Why is it that as companies proclaim to be more responsive, more customer driven and customer focussed, great customer service is actually becoming incredibly rare? Is it because the definition of a customer has changed? It seems that these days you’re a valued customer right up to the point at which you purchase a product or service. From this point on you’re no longer a customer, but instead, a cost which must be minimised, in every sense of the word.
Therefore it’s incredibly refreshing when you encounter a company that provides genuine, wonderful service.
Photo courtesy of Looking Glass’
Wideband Networks is one of these companies and what’s more remarkable they’re an ISP, only one step removed from the telco industry, where customer service nightmares seem to be the industry standard.
The following stories illustrate why I believe Wideband Networks provide great customer service.
On our recent return from NZ to Australia, we were forced to take up temporary lodgings with my mother-in-law. During this time we needed broadband Internet, so we decided to have ADSL installed on the line.
I did the usual search for the best value for money (read cheapest) plan that suited my needs and filled out an online application. A day later I get back an email saying that the phone line doesn’t support ADSL. What? An uncle who lives two houses down the road has ADSL, so the local exchange must support ADSL. The actual phone line was ADSL capable, so what’s the story? I sent a follow up email to the ISP’s support centre. Several days pass and there was no response.
By this time, we’ve arrived back in Australia and had no Internet connection. Things were desperate. Time to try another approach.
Perhaps a wireless solution might work? Wideband Networks provide wireless as well as ADSL and ASDL2 solutions. Before trying this, I decided to give ADSL one more try and so asked Wideband Networks if they could check to see if the phone line was ADSL capable. They ran a test and came back with the same result. There was something preventing ADSL from being installed on the line. Once again I sent back an enquiry asking what specifically was the problem. This time however I actually got a timely response. The support person had done some additional investigation and found that there was a code on the line that was causing the problem. They suggested that we contact the phone company and have them remove the code.

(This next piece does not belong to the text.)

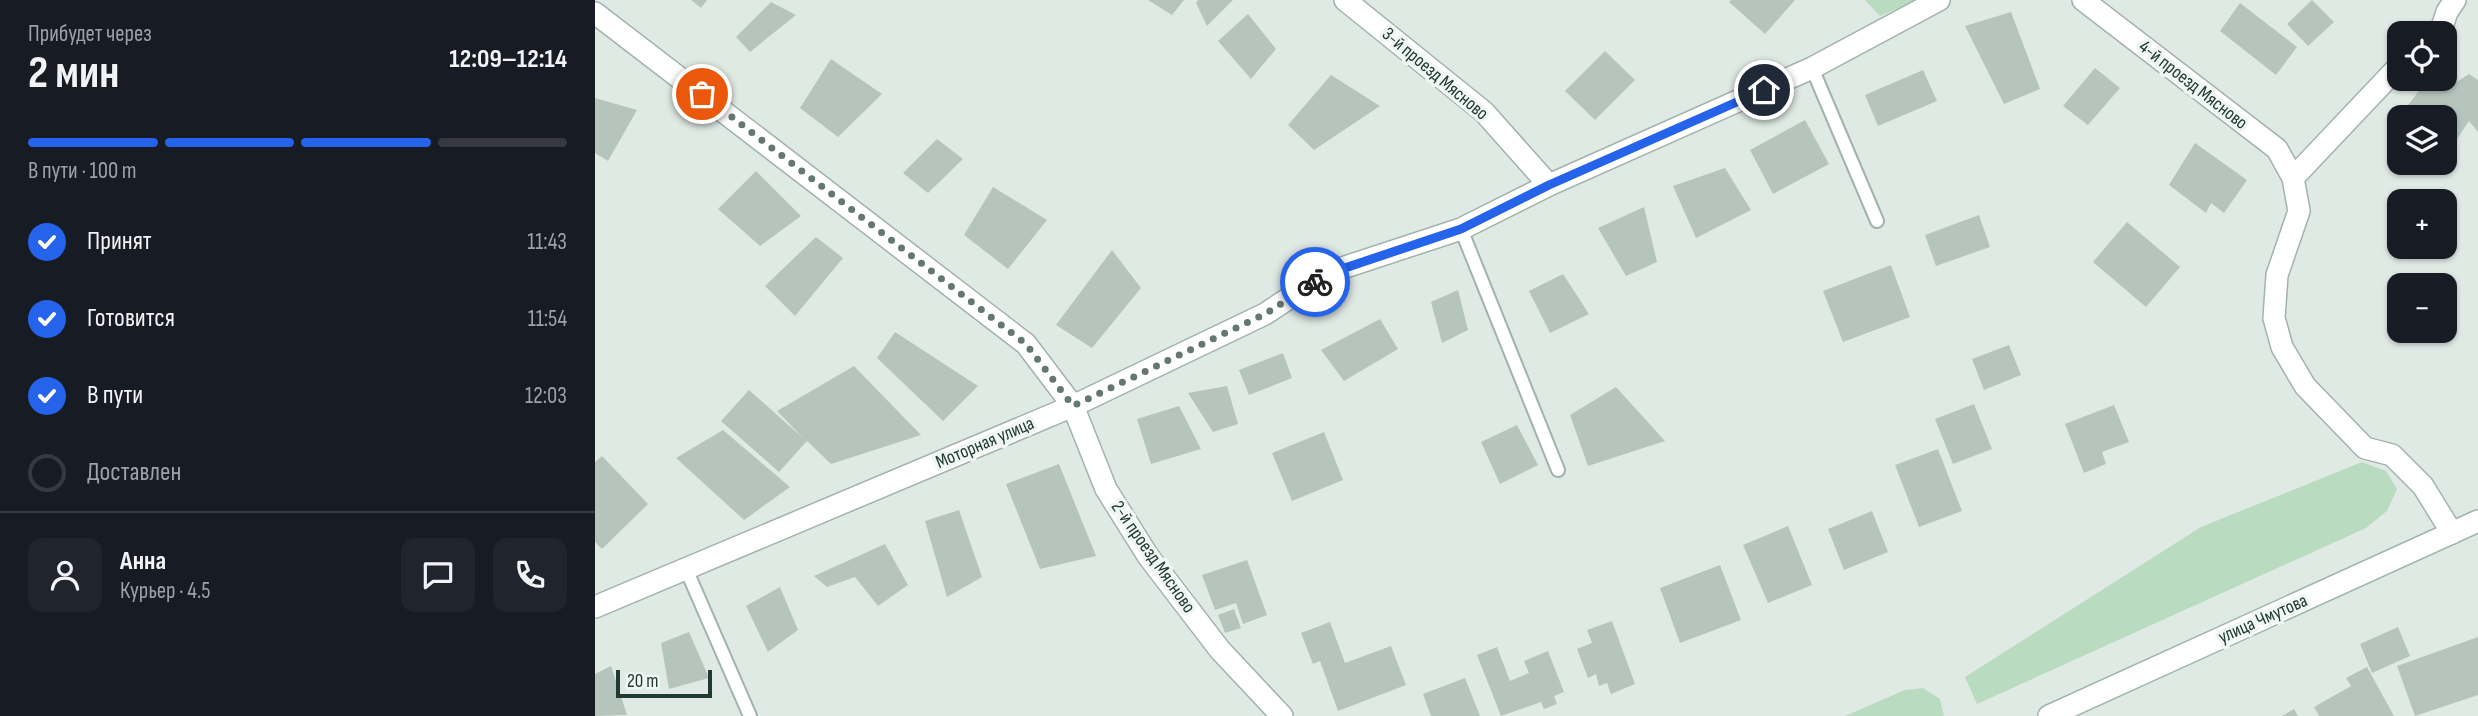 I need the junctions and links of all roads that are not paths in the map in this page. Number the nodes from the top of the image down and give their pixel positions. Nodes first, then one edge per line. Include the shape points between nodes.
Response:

So I got my mother-in-law to call up the phone company and have them remove this mysterious code from the line. It turns out that it was a fault code that had been lodged against the line a couple of years ago when a tree had brought down the phone line and calls were temporarily diverted to her mobile. The fault code was removed and now the line was magically able to support ADSL. Note that there was never anything wrong with the physical line. The fault code was just an entry in a database, which prevented ADSL being ordered for the line.
I was so grateful to Wideband Networks for spending the additional time to diagnose the problem. At this point I could have gone back to the cheapest ISP and signed up again. Instead I signed up with Wideband Networks. Their plan wasn’t the cheapest but neither was it overpriced. I was quite happy to pay a little bit extra for some decent customer service.
The second incident occurred when we were finally able to move back into our own home. We needed to get the phone put on and have our ADSL plan switched to the new address. After evaluating a number of phone companies and the plans they had, we signed up. A couple of days later when the phone service was activated, horror of horrors, the number that gets called most often (my previously mentioned mother-in-law) turned out not to be a local call, but instead a timed, STD call. We had been assured that this number was a local call but it definitely wasn’t and was now going to bankrupt us in a very short space of time. Therefore we immediately switched to a telco that provides a fixed fee, untimed call to all locations within a 70km radius.
As soon as we had received our new phone number I contacted Wideband Networks to have them activate ADSL on the new phone. The next day I got a call form Wideband Networks to say that they couldn’t activate ADSL because the number was not appearing on their system. The problem was that as we were in the process of switching telco providers, the telco’s system was preventing them from activating ADSL on the line. I contacted the original phone company and they said that they’d made the transfer and it was up to the new telco to process the request. So I rang the new telco, only to be told the order was in a queue and it could take up to 3 weeks to process, perhaps even longer. I explained that this was preventing me from activating ADSL, I was without Internet access and could they please expedite the process. No, once it’s in the queue, that’s it, it was out of their hands. I just needed to let it run its course. Perhaps in the meantime, I could sign up to their incredibly overpriced wireless service? No, no, no, I just wanted them to process the transfer order.
The story does have a happy ending however. A couple of days later I got a text message from Wideband Networks to say that they had managed to activate ADSL and it would be available on Wednesday somewhere between 9am and 12pm. That Wednesday night I plugged the phone line into the modem and sure enough, my Internet connection had been restored.
I assume that Wideband Networks had continued to try and process my order. Something must have happened at the telco end to allow this to occur. Perhaps the transfer order had moved from step 1 of 12 to step 2 of 12. Who knows? The thing that impressed me was the way Wideband Networks proactively worked on my problem. I had only needed to make a single phone call to request the ADSL transfer and despite the obstacles they encountered with the telco, they were able to carry out my request without any further prompting.
Wideband Networks have gained a happy, loyal customer.